O não amar não é ato ilícito, pois é um sentimento e em sendo assim não pode gerar dano moral ao filho, mesmo porque uma condenação pecuniária por esse “dano moral” de não amar, não ter afeto, não irá fazer com que o pai passe a amar.
Sabemos que a filosofia da indenização por dano moral não visa compensação financeira, mas tem uma dúplice função de desestimular o ofensor (função pedagógica) e a de diminuir a dor provocada pela ofensa.
Não se pode transformar a falta de afeto em valor econômico sem se romper com a finalidade do instituto.
Principalmente quando ocorre de o filho pleitear dano moral por abandono afetivo depois que passou pela infância, pela adolescência e já se encontra na fase adulta. Nesses casos há o grande risco de um enriquecimento ilícito, sem causa mesmo, gerado por um oportunismo e ganância. Essa indenização só vai gerar receita para o “ofendido” (?) e não se verá nenhum caráter pedagógico.
Pais se separam e às vezes passam a viver em Estados diferentes, às vezes em até países diferentes, e na maioria das vezes nem a situação financeira permite o deslocamento para presença constante na formação do filho, nem contato mantém. Poderia esse fato caracterizar abandono afetivo e gerar indenização por dano moral? No me entender, não.
O STJ já possui entendimentos divergentes nesse assunto. Turmas e seções já decidiram de forma diferente, uns aceitando esse tipo de dano e outros não. Muita discussão ainda veremos nesse assunto até que se harmonizem o entendimento por uma uniformização.
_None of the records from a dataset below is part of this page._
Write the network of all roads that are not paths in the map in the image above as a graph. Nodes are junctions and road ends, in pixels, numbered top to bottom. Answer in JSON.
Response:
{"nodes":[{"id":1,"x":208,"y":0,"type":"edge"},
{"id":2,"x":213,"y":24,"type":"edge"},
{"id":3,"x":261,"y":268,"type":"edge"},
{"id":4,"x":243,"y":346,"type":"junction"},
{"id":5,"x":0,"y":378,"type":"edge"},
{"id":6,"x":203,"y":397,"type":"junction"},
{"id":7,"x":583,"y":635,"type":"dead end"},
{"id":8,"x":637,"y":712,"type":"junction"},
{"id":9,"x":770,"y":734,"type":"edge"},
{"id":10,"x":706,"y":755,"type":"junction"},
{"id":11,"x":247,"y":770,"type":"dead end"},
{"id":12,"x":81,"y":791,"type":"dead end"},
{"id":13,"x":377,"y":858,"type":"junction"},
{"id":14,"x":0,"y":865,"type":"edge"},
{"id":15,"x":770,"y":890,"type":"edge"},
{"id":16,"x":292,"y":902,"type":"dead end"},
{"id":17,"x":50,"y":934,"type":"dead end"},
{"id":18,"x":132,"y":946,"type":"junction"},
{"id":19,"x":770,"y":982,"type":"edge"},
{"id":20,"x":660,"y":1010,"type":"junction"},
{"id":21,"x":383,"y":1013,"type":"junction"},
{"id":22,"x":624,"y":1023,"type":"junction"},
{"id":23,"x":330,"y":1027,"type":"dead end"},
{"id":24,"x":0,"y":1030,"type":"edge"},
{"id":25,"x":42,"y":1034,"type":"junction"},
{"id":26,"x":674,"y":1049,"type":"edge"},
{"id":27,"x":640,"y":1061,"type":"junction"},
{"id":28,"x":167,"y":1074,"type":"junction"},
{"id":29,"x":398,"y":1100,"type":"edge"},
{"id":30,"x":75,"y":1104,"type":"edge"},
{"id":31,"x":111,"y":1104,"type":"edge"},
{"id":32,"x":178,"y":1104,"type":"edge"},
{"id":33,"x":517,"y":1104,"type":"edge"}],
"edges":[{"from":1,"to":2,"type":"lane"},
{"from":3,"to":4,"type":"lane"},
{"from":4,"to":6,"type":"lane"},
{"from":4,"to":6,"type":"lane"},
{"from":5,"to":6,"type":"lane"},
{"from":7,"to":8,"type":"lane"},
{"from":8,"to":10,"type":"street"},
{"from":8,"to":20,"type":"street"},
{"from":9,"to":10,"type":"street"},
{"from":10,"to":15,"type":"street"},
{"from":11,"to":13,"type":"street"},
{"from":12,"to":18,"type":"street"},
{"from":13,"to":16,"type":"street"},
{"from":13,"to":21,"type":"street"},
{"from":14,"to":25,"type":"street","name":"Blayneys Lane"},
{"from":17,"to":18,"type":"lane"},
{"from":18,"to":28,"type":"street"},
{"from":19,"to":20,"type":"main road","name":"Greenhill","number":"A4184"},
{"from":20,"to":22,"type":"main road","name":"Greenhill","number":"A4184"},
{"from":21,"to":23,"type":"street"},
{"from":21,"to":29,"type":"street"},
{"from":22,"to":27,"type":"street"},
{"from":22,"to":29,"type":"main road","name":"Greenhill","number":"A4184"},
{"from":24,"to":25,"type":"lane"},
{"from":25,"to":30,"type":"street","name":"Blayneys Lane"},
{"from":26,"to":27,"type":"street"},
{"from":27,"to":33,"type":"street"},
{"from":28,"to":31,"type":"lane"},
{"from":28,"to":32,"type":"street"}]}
O alargamento desse entendimento por Dano Moral por Abandono Afetivo cria o início de estender esse conceito além de pai para filhos, mas para também de cônjuge para cônjuge. Um movendo ação contra o outro por um abandono moral afetivo que resultou em um divórcio.O cônjuge, que prometeu amar para sempre, em todas as situações até que a morte os separe, deixa de amar e por isto deve ser condenado a reparar esse “dano por abandono afetivo”. Poderia chegar ao absurdo de forçar o amor por receio de ter que pagar uma indenização.
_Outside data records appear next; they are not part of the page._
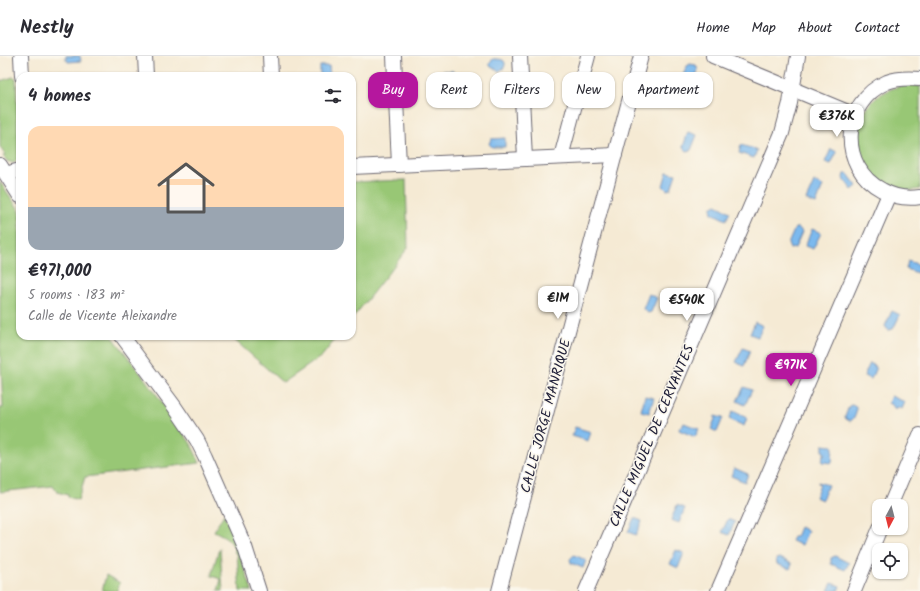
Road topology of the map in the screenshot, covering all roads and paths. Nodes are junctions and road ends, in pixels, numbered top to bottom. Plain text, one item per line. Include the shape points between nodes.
1 (21, 56) edge
2 (145, 56) edge
3 (270, 56) edge
4 (394, 56) edge
5 (520, 56) edge
6 (588, 56) edge
7 (641, 56) edge
8 (713, 56) edge
9 (798, 56) edge
10 (22, 72) edge
11 (146, 72) edge
12 (271, 72) edge
13 (920, 79) edge
14 (793, 89) junction
15 (855, 115) junction
16 (615, 155) junction
17 (561, 157) junction
18 (525, 159) junction
19 (399, 165) junction
20 (356, 167) edge
21 (3, 170) edge
22 (16, 170) edge
23 (16, 190) edge
24 (889, 194) junction
25 (920, 197) edge
26 (125, 340) edge
27 (920, 435) edge
28 (893, 499) edge
29 (877, 535) edge
30 (259, 591) edge
31 (500, 591) edge
32 (586, 591) edge
33 (718, 591) edge
34 (854, 591) edge

1 - 10 street
2 - 11 street
3 - 12 street
4 - 19 street
5 - 18 street
6 - 17 street
7 - 16 street, CALLE JORGE MANRIQUE
8 - 14 street
9 - 14 street, CALLE MIGUEL DE CERVANTES
13 - 15 street via 899,79 876,88 859,106
14 - 15 street
14 - 32 street, CALLE MIGUEL DE CERVANTES via 782,133
15 - 24 street via 850,143 858,168 866,179
16 - 17 street
16 - 31 street, CALLE JORGE MANRIQUE
17 - 18 street
18 - 19 street
19 - 20 street
21 - 22 street
21 - 23 street
24 - 25 street
24 - 33 street
26 - 30 street via 186,423 205,456 245,547
27 - 28 street
29 - 34 street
Será que não estaríamos forçando uma afeição, um amor entre parênteses? De fachada, apenas para evitar ser acionado e condenado por dano moral por abandono afetivo?
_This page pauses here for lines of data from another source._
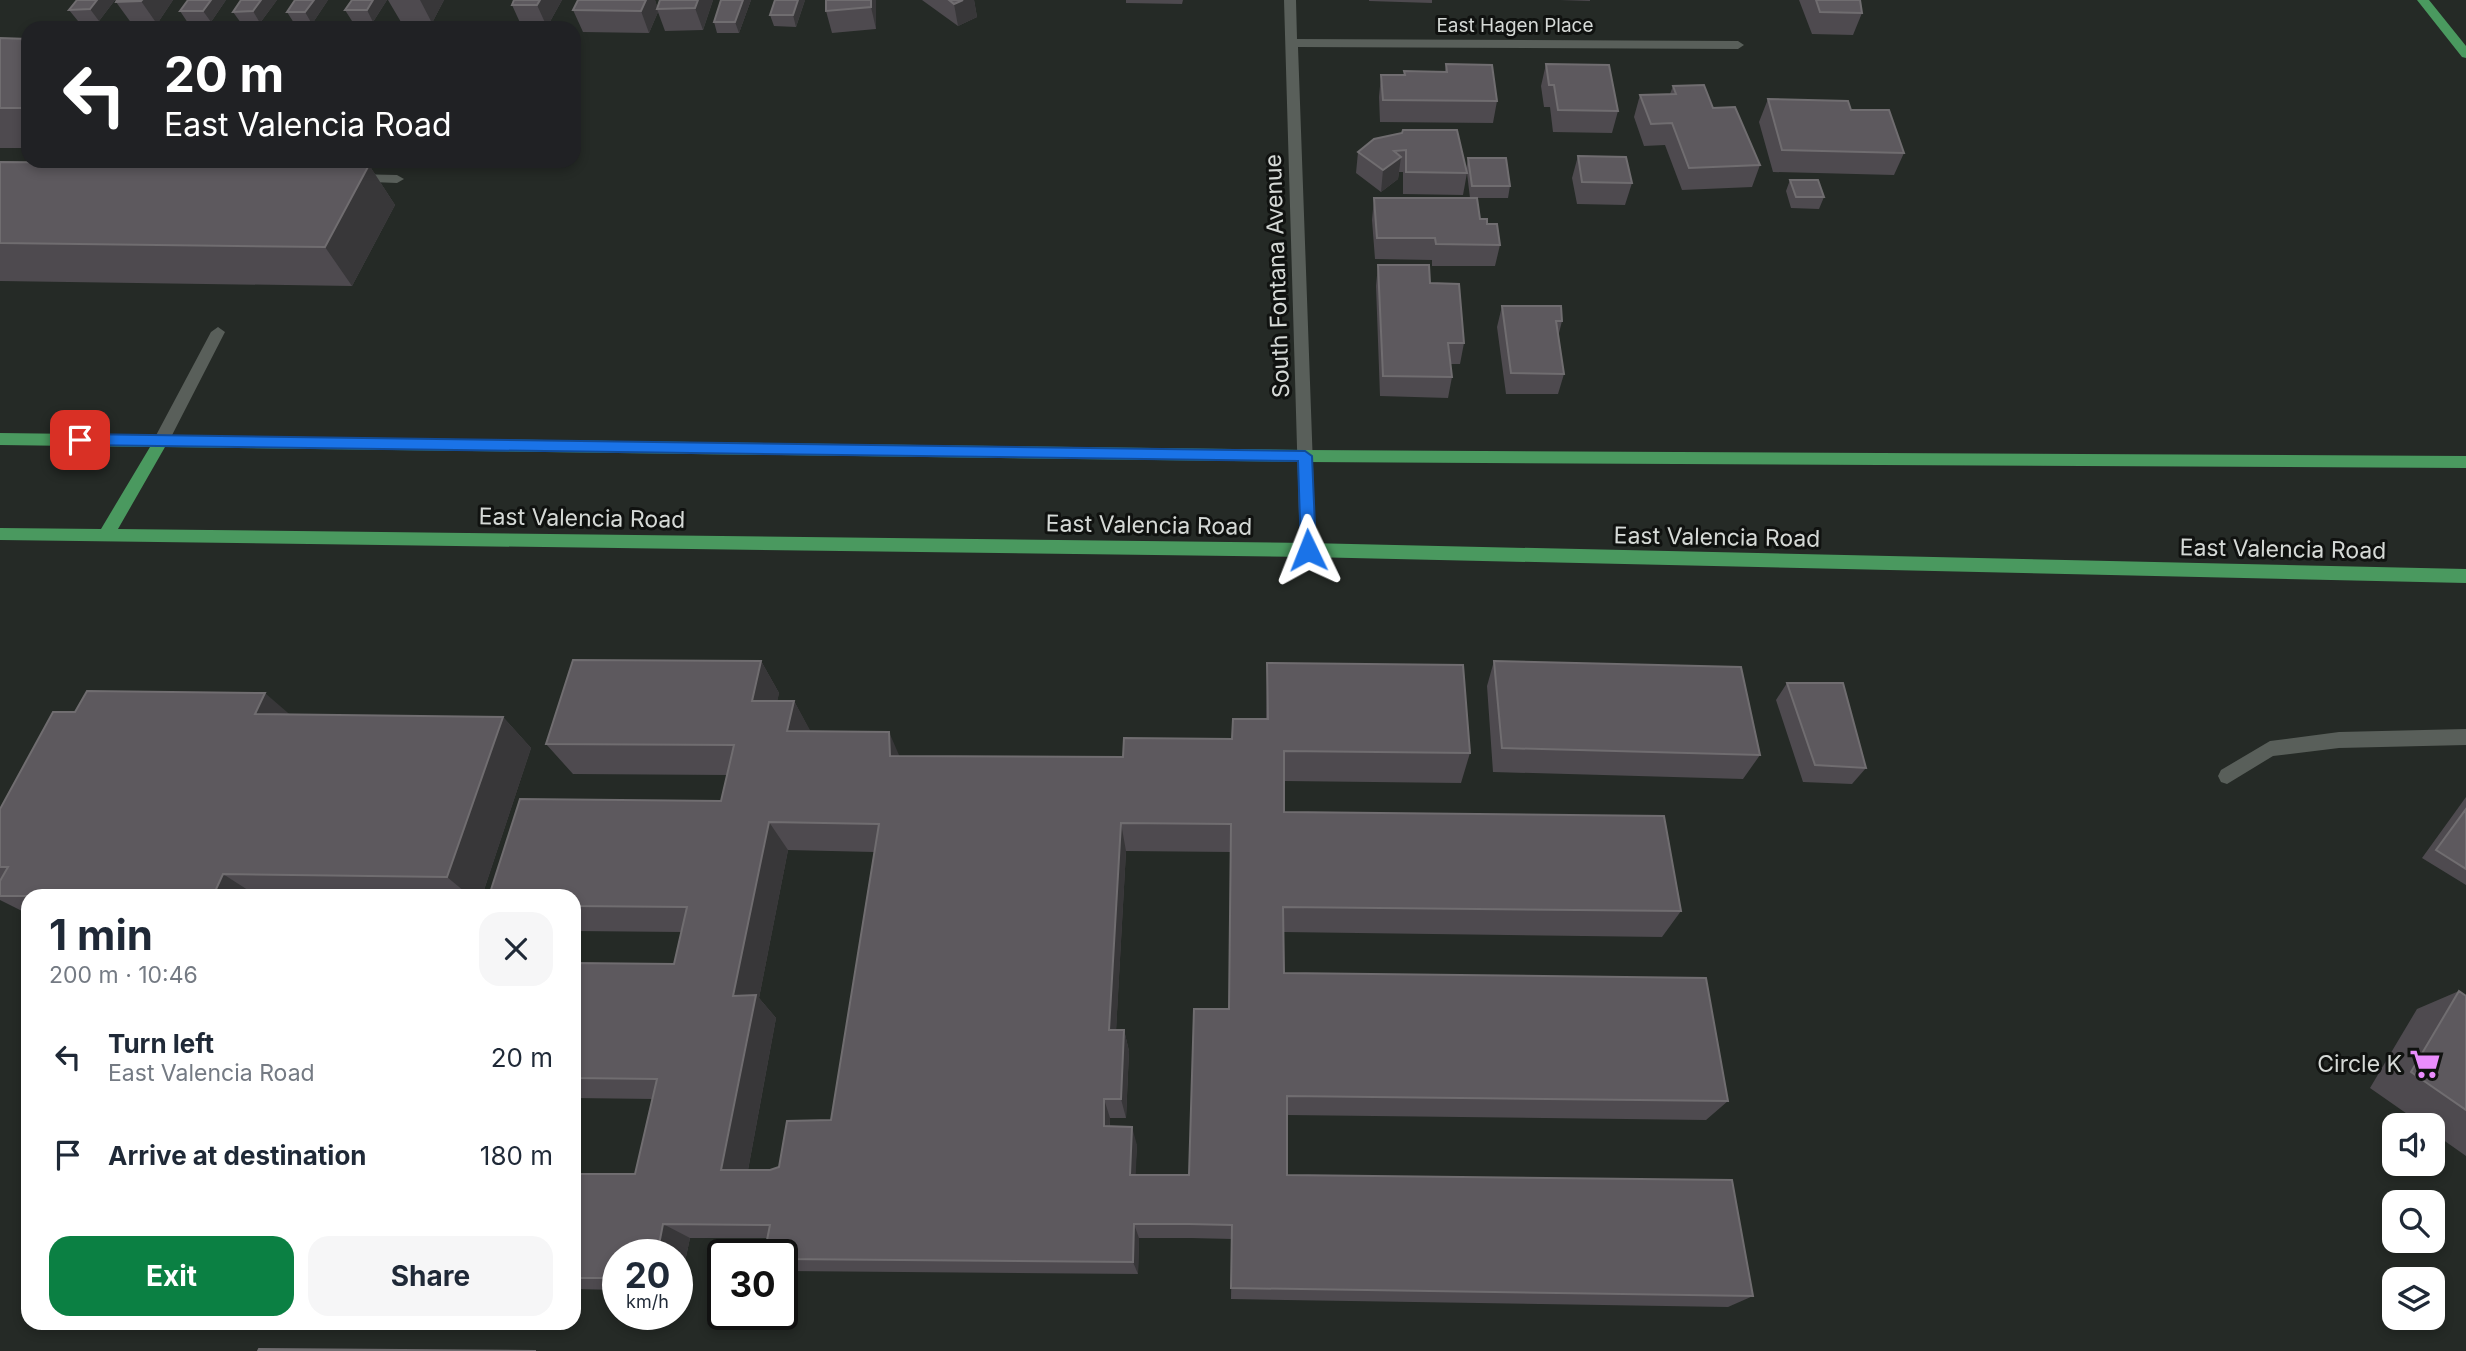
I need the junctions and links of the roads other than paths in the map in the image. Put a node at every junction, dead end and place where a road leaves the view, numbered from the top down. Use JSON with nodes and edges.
{"nodes":[{"id":1,"x":1290,"y":0,"type":"edge"},
{"id":2,"x":2423,"y":0,"type":"edge"},
{"id":3,"x":1291,"y":43,"type":"junction"},
{"id":4,"x":1738,"y":45,"type":"dead end"},
{"id":5,"x":2466,"y":54,"type":"edge"},
{"id":6,"x":341,"y":178,"type":"edge"},
{"id":7,"x":397,"y":179,"type":"dead end"},
{"id":8,"x":218,"y":331,"type":"dead end"},
{"id":9,"x":0,"y":439,"type":"edge"},
{"id":10,"x":160,"y":441,"type":"junction"},
{"id":11,"x":1305,"y":456,"type":"junction"},
{"id":12,"x":2466,"y":462,"type":"edge"},
{"id":13,"x":0,"y":534,"type":"edge"},
{"id":14,"x":107,"y":535,"type":"junction"},
{"id":15,"x":1308,"y":550,"type":"junction"},
{"id":16,"x":2466,"y":576,"type":"edge"},
{"id":17,"x":2466,"y":737,"type":"edge"},
{"id":18,"x":2227,"y":776,"type":"dead end"}],
"edges":[{"from":1,"to":3,"type":"street","name":"South Fontana Avenue"},
{"from":2,"to":5,"type":"main road"},
{"from":3,"to":4,"type":"street","name":"East Hagen Place"},
{"from":3,"to":11,"type":"street","name":"South Fontana Avenue"},
{"from":6,"to":7,"type":"street"},
{"from":8,"to":10,"type":"street"},
{"from":9,"to":10,"type":"main road"},
{"from":10,"to":11,"type":"main road"},
{"from":10,"to":14,"type":"main road"},
{"from":11,"to":12,"type":"main road"},
{"from":11,"to":15,"type":"street","name":"South Fontana Avenue"},
{"from":13,"to":14,"type":"main road","name":"East Valencia Road"},
{"from":14,"to":15,"type":"main road","name":"East Valencia Road"},
{"from":15,"to":16,"type":"main road","name":"East Valencia Road"},
{"from":17,"to":18,"type":"street"}]}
Para existência de um dano moral os requisitos são: a existência do dano, a conduta antijurídica do agente e o nexo causal entre o dano e conduta antijurídica.
Não vemos ser antijurídico o não afeto, o não amor, portanto falta o elemento de conduta antijurídica para caracterizar esse dano moral.
Quando há a perda do poder familiar o genitor que o perde já se afasta do convício com o filho, portanto ocorre o afastamento do vínculo afetivo. Assim sendo, em situação desta, uma ação por dano moral por abandono afetivo em precisaria de um regular desenvolvimento de processo, pois já vem com a prova pré constituída, o que contrariaria o princípio processual e constitucional do devido processo legal.
O oportunismo pode mover muitas ações por dano moral por abandono afetivo, portanto todo cuidado é pouco para se analisar um pedido nesse sentido.
Vejamos o que decidiu o TJMG a esse respeito:
“..... O pedido de reparação civil por dano moral, em razão de abandono afetivo, nada tem a ver com o direito da personalidade, com direitos fundamentais ou qualquer garantia constitucional, constituindo mera pretensão indenizatória com caráter econômico , estando sujeita ao lapso prescricional”. (Ap C. 1.0702 11 013785-9/001, Rel. Des. Wanderely Paiva, j. 13/03/13).
“O abandono afetivo do pai em relação aos filhos, ainda que moralmente reprovável, não gera dever de indenizar, pois não caracteriza conduta antijurídica e ilícita”. ( Ap.C. 1 0194 098 099785-0/001, Rel Des. Tiago Pinto, j. 07/02/13).